(DATASET EXCERPTS begins)

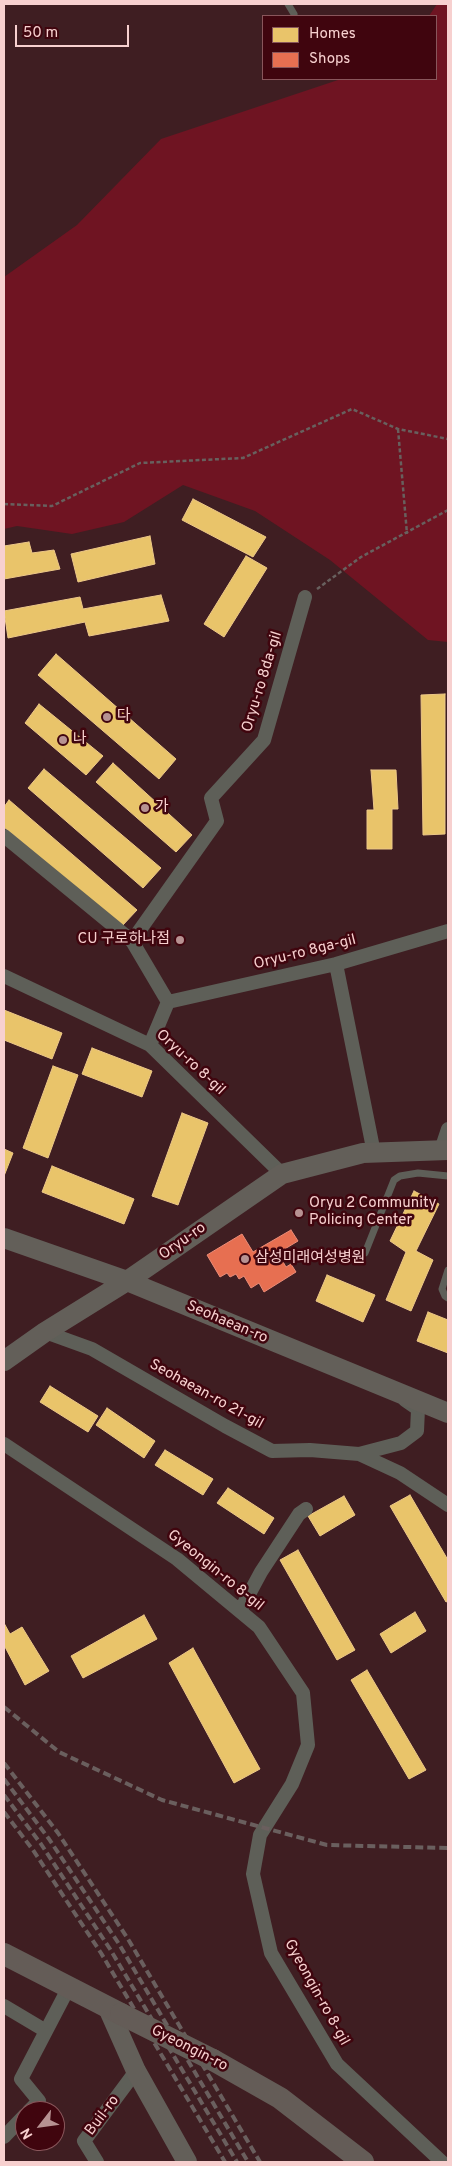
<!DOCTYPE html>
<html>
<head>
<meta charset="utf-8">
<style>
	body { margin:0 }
	#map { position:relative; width:452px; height:2166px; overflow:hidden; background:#3f1e22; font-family:Overpass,sans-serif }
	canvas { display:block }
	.frame { position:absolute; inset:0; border:5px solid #f7d0cf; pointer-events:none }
	.legend { position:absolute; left:262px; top:15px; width:175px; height:65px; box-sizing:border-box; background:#40050e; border:1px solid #89565b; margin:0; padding:6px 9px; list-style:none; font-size:15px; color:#f7d0cf }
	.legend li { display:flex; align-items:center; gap:10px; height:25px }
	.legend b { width:25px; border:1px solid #89565b }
	.north { position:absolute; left:15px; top:2101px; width:50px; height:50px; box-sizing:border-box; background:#40050e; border:1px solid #89565b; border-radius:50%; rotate:240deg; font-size:14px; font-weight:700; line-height:20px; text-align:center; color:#f7d0cf }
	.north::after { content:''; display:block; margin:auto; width:18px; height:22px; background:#b79292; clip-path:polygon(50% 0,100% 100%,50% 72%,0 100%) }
	.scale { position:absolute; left:15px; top:25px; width:114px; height:22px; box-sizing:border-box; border:2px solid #f7d0cf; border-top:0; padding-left:6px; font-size:15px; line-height:18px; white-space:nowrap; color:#f7d0cf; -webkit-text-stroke:4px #40050e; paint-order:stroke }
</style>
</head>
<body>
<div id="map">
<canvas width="452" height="2166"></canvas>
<div class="frame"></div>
<ul class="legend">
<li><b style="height:14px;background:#e9c46a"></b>Homes</li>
<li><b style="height:14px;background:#e76f51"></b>Shops</li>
</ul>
<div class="north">N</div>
<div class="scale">50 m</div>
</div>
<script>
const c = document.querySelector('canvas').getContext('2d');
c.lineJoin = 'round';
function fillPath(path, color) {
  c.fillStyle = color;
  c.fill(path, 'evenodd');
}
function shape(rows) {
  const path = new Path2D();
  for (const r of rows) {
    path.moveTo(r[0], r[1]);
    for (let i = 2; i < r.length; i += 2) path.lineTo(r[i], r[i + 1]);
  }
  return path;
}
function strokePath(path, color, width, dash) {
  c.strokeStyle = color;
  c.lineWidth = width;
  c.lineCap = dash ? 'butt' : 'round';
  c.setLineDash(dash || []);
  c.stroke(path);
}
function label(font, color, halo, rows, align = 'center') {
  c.font = font + ' Overpass,"Noto Sans KR",sans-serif';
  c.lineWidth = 5;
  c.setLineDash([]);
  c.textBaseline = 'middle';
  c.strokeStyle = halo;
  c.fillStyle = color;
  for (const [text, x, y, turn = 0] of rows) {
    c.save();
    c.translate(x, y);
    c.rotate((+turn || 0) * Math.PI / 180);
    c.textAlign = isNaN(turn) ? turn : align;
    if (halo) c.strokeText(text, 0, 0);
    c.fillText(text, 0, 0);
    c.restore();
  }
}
const green = shape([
	[437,4,448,4,448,642,428,640,330,560,255,511,183,485,124,522,72,534,17,526,4,529,4,277,77,225,161,139,341,79,436,79,436,16,429,16]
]);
const homes = shape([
	[193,499,266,537,253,557,182,520,193,499],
	[150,536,155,564,78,582,71,554,150,536],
	[29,542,32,553,54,550,60,569,4,579,4,546,29,542],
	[246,556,267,568,224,637,204,624,246,556],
	[161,595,169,621,89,636,85,622,8,638,4,611,80,597,83,609,161,595],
	[56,654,176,759,159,779,38,675,56,654],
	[445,694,445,834,423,835,421,695,445,694],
	[39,704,103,756,86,775,25,723,39,704],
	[113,763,192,835,176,852,96,782,113,763],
	[44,769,161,868,143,888,28,788,44,769],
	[371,770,396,770,398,809,392,809,392,849,367,849,367,810,374,810,371,770],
	[9,800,137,910,122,926,4,827,4,807,9,800],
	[4,1010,62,1033,52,1059,4,1040,4,1010],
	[92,1048,152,1071,142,1097,82,1074,92,1048],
	[53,1066,78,1075,48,1158,23,1148,53,1066],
	[182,1113,208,1123,178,1205,152,1196,182,1113],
	[4,1149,13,1153,4,1176,4,1149],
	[52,1166,134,1199,124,1224,42,1192,52,1166],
	[414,1191,439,1204,416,1251,433,1260,411,1311,386,1300,406,1252,390,1241,414,1191],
	[327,1275,375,1295,363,1322,316,1301,327,1275],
	[428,1312,448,1320,448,1353,417,1341,428,1312],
	[50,1386,98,1416,88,1432,40,1402,50,1386],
	[107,1408,155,1441,144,1458,96,1425,107,1408],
	[165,1450,213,1479,203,1495,155,1465,165,1450],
	[228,1488,274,1518,264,1534,217,1503,228,1488],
	[410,1495,448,1560,448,1601,446,1602,390,1506,410,1495],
	[344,1496,355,1515,320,1536,308,1516,344,1496],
	[298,1550,355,1650,337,1660,280,1560,298,1550],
	[415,1612,426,1631,391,1653,380,1634,415,1612],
	[144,1615,157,1639,83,1678,71,1656,144,1615],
	[4,1623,10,1634,22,1627,49,1671,25,1685,4,1645,4,1623],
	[193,1648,260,1769,234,1783,169,1663,193,1648],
	[367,1670,426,1770,409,1779,351,1680,367,1670]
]);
const shops = shape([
	[291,1230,298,1241,278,1253,286,1267,291,1264,296,1272,264,1292,259,1283,251,1288,244,1276,239,1279,236,1274,230,1277,227,1273,220,1277,207,1255,242,1234,253,1252,291,1230]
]);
const path = shape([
	[398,429,407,534],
	[4,504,52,506,140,463,243,458,352,409,398,429,448,439],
	[317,589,361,557,448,510]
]);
const lane = shape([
	[288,4,294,14],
	[365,1253,394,1180,400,1176,418,1173,448,1176],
	[448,1270,442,1289,445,1296,448,1298]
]);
const street = shape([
	[4,836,132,941,168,1002,150,1045],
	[132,941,217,821,211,798,264,740,305,597],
	[336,964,374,1153],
	[4,976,150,1045,282,1174],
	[168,1002,336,964,448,931],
	[441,1150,448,1129],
	[45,1332,92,1349,225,1426,272,1451,310,1450,359,1454],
	[405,1400,418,1409,417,1431,401,1443,359,1454,400,1473,448,1505],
	[4,1444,177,1559,259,1627,303,1693,308,1745,292,1784,260,1835,253,1874,271,1953,337,2064,442,2162],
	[240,1611,261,1572,299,1514,306,1509],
	[4,2006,46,2031],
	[29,2111,39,2101,21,2079,69,1987],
	[4,2137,25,2115],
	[97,2162,84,2141,136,2071]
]);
const secondary = shape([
	[4,1238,127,1281,448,1413],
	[4,1361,45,1332,127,1281,282,1174,363,1153,448,1150],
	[108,2008,136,2071,187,2162]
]);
const primary = shape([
	[4,1954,121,2014],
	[213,2060,280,2098,363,2162]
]);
const rail = shape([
	[4,1707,59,1752,162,1800,327,1845,448,1848],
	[4,1763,58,1833,128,1939,260,2162],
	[4,1779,49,1839,119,1944,248,2162],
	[4,1795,41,1844,110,1949,237,2162],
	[4,1812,33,1850,101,1953,225,2162]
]);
const primaryBridge = shape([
	[121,2014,213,2060]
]);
const markers = [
	[107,717,5,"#b79292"],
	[63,740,5,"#b79292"],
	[145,808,5,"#b79292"],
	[180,940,5,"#b79292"],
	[299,1213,5,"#b79292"],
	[245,1259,5,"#b79292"]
];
const streetNames = [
	["Oryu-ro 8da-gil",263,682,-73],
	["Oryu-ro 8ga-gil",305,953,-14],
	["Oryu-ro 8-gil",190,1063,43],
	["Oryu-ro",183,1242,-35],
	["Seohaean-ro",227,1323,23],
	["Seohaean-ro 21-gil",206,1395,29],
	["Gyeongin-ro 8-gil",215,1571,39],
	["Gyeongin-ro 8-gil",316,1993,61],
	["Gyeongin-ro",189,2049,27],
	["Buil-ro",103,2116,-53]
];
const poiNames = [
	["다",117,717],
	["나",73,740],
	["가",155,808],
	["CU 구로하나점",170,940,"right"],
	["Oryu 2 Community",309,1204],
	["Policing Center",309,1221],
	["삼성미래여성병원",255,1259]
];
fillPath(green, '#6f1422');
fillPath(homes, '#e9c46a');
strokePath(homes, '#edc888', 1);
fillPath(shops, '#e76f51');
strokePath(shops, '#ec8c77', 1);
strokePath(path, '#68605e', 2.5, [4, 2.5]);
strokePath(lane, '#5e5f58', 7);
strokePath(street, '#5e5f58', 14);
strokePath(secondary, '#635f59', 20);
strokePath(primary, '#645c57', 22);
strokePath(rail, '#6a5f5e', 4, [8, 4]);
strokePath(primaryBridge, '#645c57', 22);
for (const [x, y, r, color] of markers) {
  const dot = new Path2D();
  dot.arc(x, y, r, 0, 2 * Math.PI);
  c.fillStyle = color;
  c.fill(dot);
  strokePath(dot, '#40050e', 2);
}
label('15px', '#f7d0cf', '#40050e', streetNames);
label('15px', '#f7d0cf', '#40050e', poiNames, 'left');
</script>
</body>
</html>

(DATASET EXCERPTS ends)

ACTIVITY — A single number is the answer: the count of lines above that include the string "strokeStyle".

SOLUTION FOR THIS PROBLEM — 2